Block external access at the network boundary, unless external parties require service.
Filter access to the affected computer at the network boundary if global access isn't needed. Restricting access to only trusted computers and networks might greatly reduce the likelihood of a successful exploit.
Run all software as a nonprivileged user with minimal access rights.
When possible, run client software as regular user accounts with limited access to system resources. This may limit the immediate consequences of client-side vulnerabilities.
Deploy network intrusion detection systems to monitor network traffic for malicious activity.
Deploy NIDS to detect and block attacks and anomalous activity such as requests containing suspicious URI sequences. Since the webserver may log such requests, review logs regularly.

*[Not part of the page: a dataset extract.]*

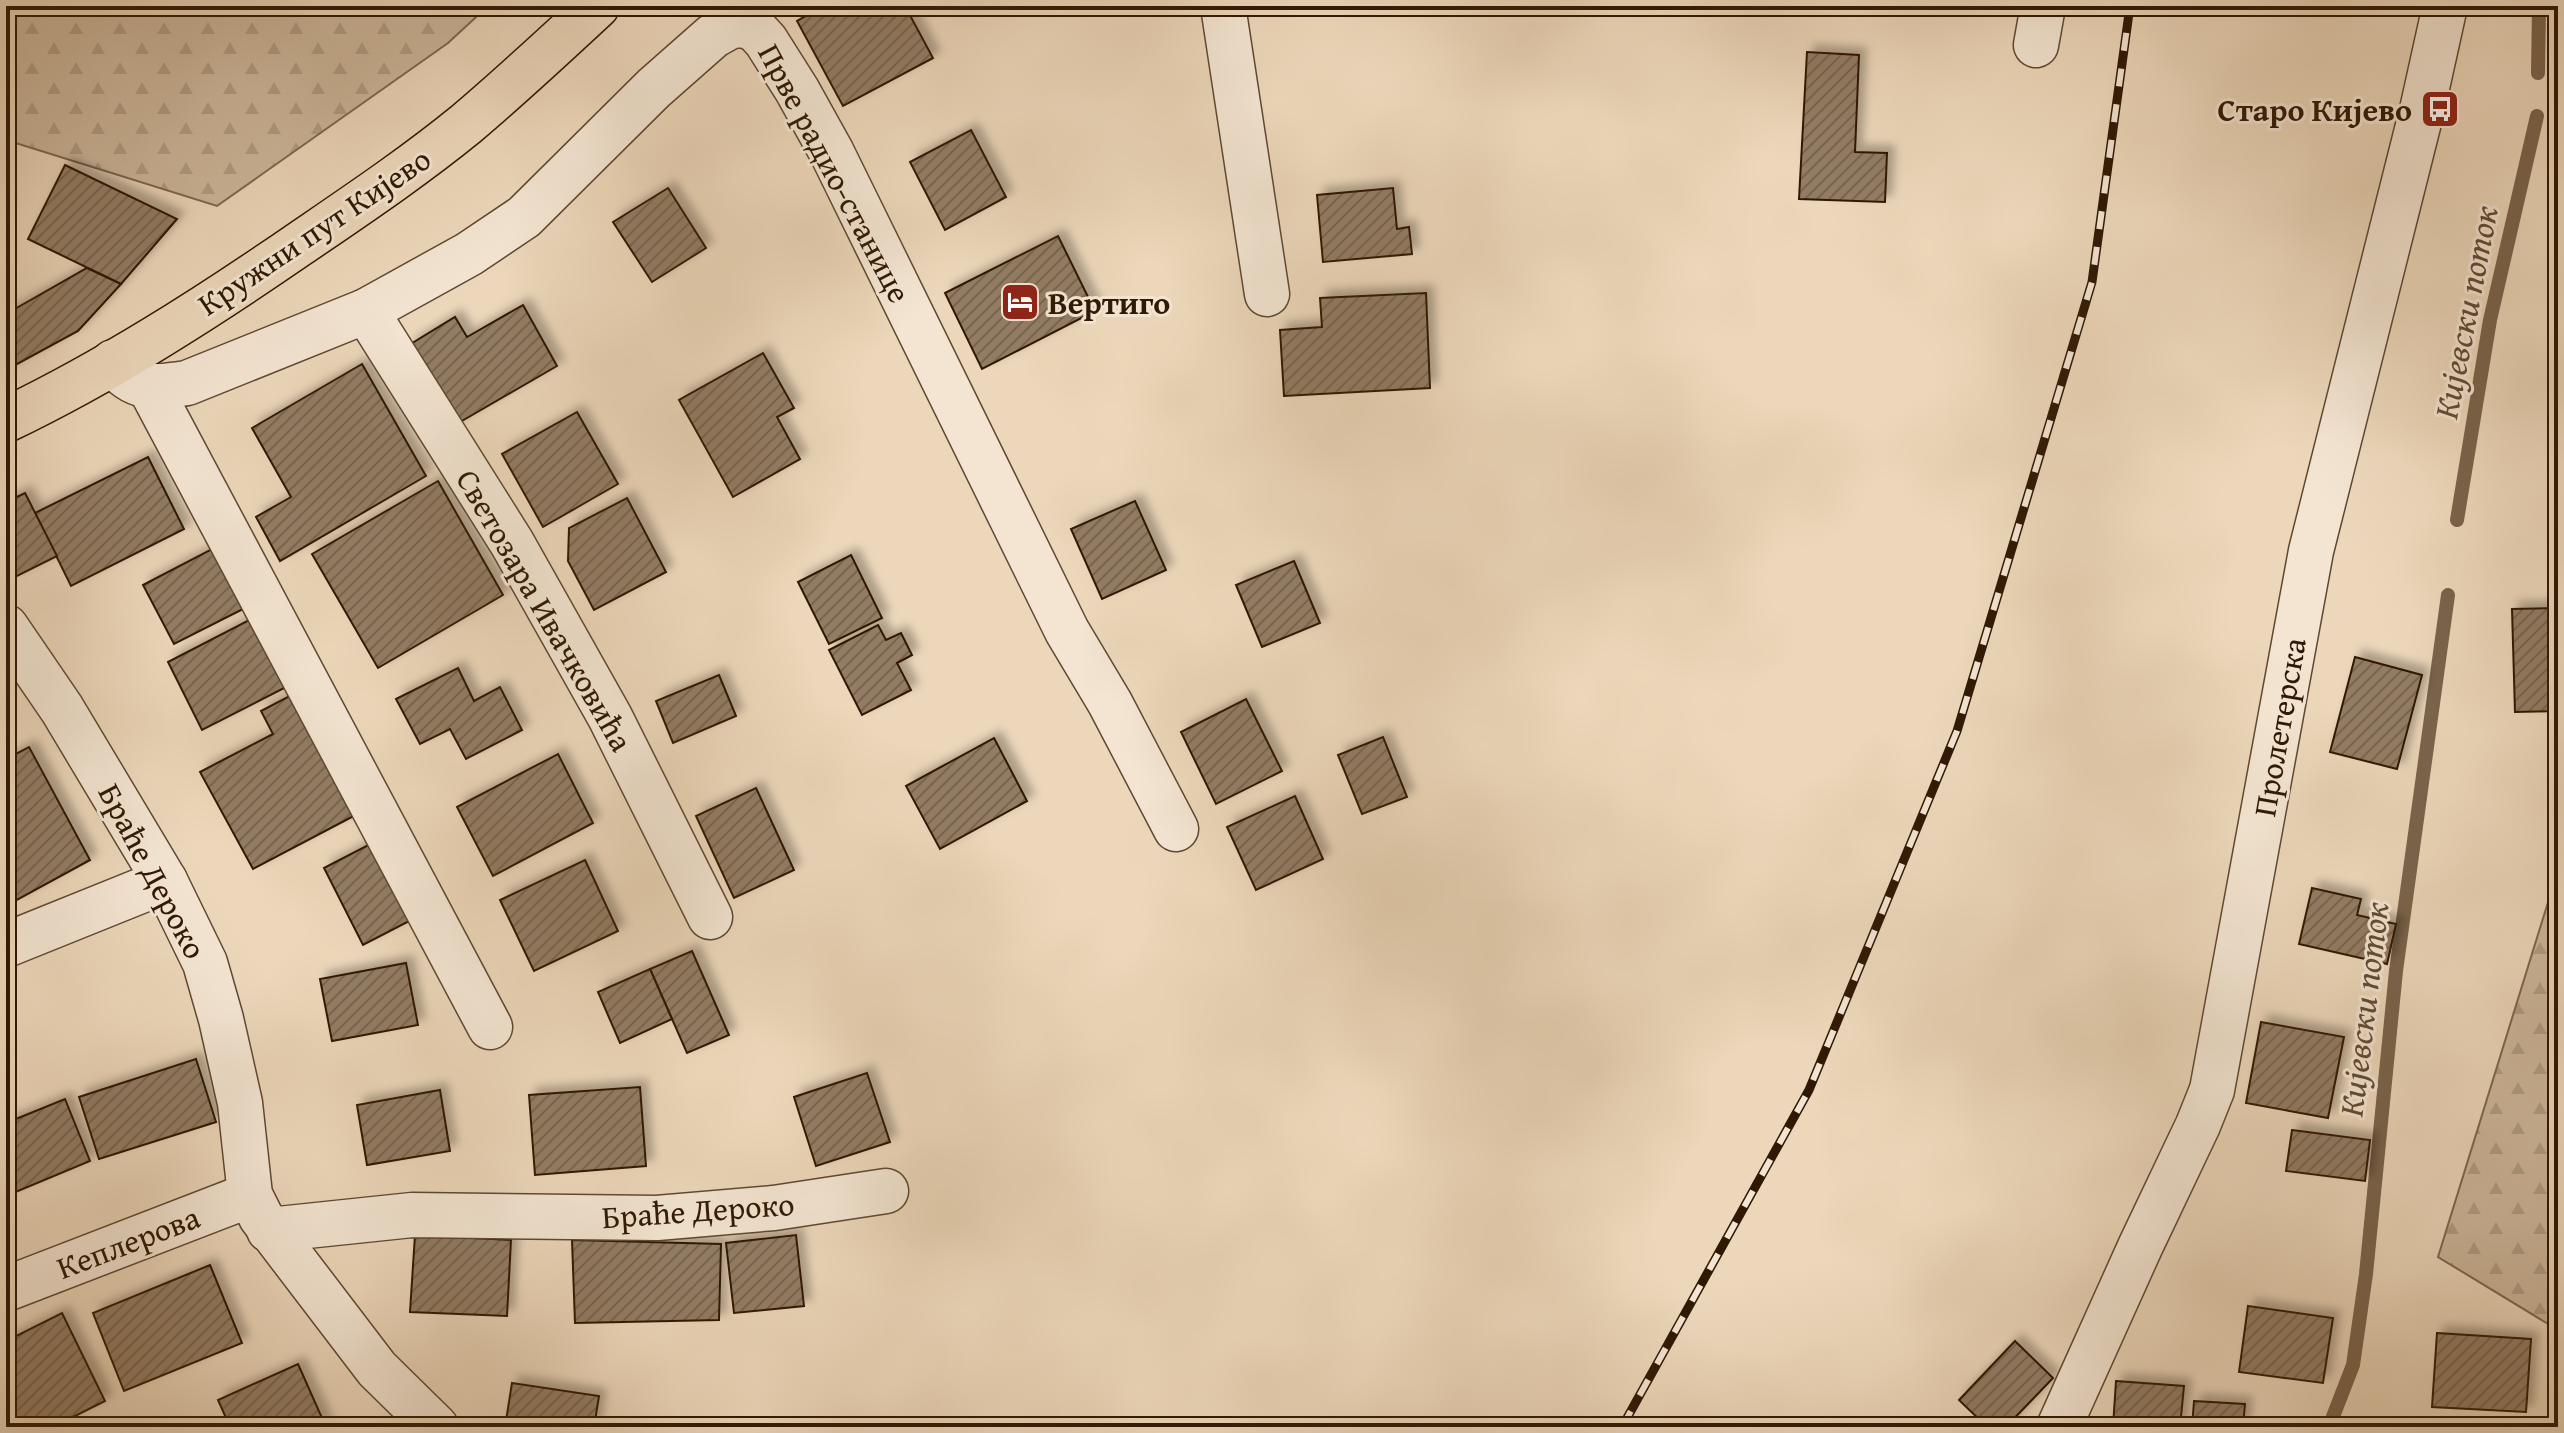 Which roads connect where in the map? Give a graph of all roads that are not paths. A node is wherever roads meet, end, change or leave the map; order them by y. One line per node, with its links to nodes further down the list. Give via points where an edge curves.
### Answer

Do not follow links provided by unknown or untrusted sources.
Web users should be cautious about following links to websites that are provided by unfamiliar or suspicious sources. Filtering HTML from emails may help remove a possible vector for transmitting malicious links to users.
Set web browser security to disable the execution of script code or active content.
Since a successful exploit of this issue allows malicious script code to execute in web clients, consider disabling support for script code and active content within a client browser. Note that this mitigation tactic might adversely affect legitimate websites that rely on the execution of browser-based script code.